◆ **PROBLEM TO WORK ON**: Return each line of the data below that contains the string "edge".

◆ **DATASET CONTENT**:
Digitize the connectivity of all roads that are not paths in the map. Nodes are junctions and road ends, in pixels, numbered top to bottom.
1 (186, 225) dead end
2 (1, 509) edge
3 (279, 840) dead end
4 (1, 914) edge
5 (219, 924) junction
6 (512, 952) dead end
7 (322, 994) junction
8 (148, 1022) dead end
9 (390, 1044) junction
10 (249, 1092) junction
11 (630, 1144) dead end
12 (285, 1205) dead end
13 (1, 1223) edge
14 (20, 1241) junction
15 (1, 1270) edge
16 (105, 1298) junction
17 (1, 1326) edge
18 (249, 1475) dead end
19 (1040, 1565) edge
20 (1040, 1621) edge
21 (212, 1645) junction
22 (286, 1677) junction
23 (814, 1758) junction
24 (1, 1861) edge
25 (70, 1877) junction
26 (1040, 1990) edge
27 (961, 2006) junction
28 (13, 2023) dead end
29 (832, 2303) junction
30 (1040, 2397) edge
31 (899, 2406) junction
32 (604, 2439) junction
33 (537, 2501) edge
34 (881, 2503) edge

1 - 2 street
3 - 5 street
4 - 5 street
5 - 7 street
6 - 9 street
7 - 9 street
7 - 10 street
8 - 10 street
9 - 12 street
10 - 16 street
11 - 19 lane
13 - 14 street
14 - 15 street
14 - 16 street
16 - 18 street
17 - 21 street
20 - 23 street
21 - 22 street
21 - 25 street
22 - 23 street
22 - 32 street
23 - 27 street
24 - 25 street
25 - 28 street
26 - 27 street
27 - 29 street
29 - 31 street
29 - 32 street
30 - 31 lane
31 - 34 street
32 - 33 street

◆ **ANSWER FOR THIS EXERCISE**:
2 (1, 509) edge
4 (1, 914) edge
13 (1, 1223) edge
15 (1, 1270) edge
17 (1, 1326) edge
19 (1040, 1565) edge
20 (1040, 1621) edge
24 (1, 1861) edge
26 (1040, 1990) edge
30 (1040, 2397) edge
33 (537, 2501) edge
34 (881, 2503) edge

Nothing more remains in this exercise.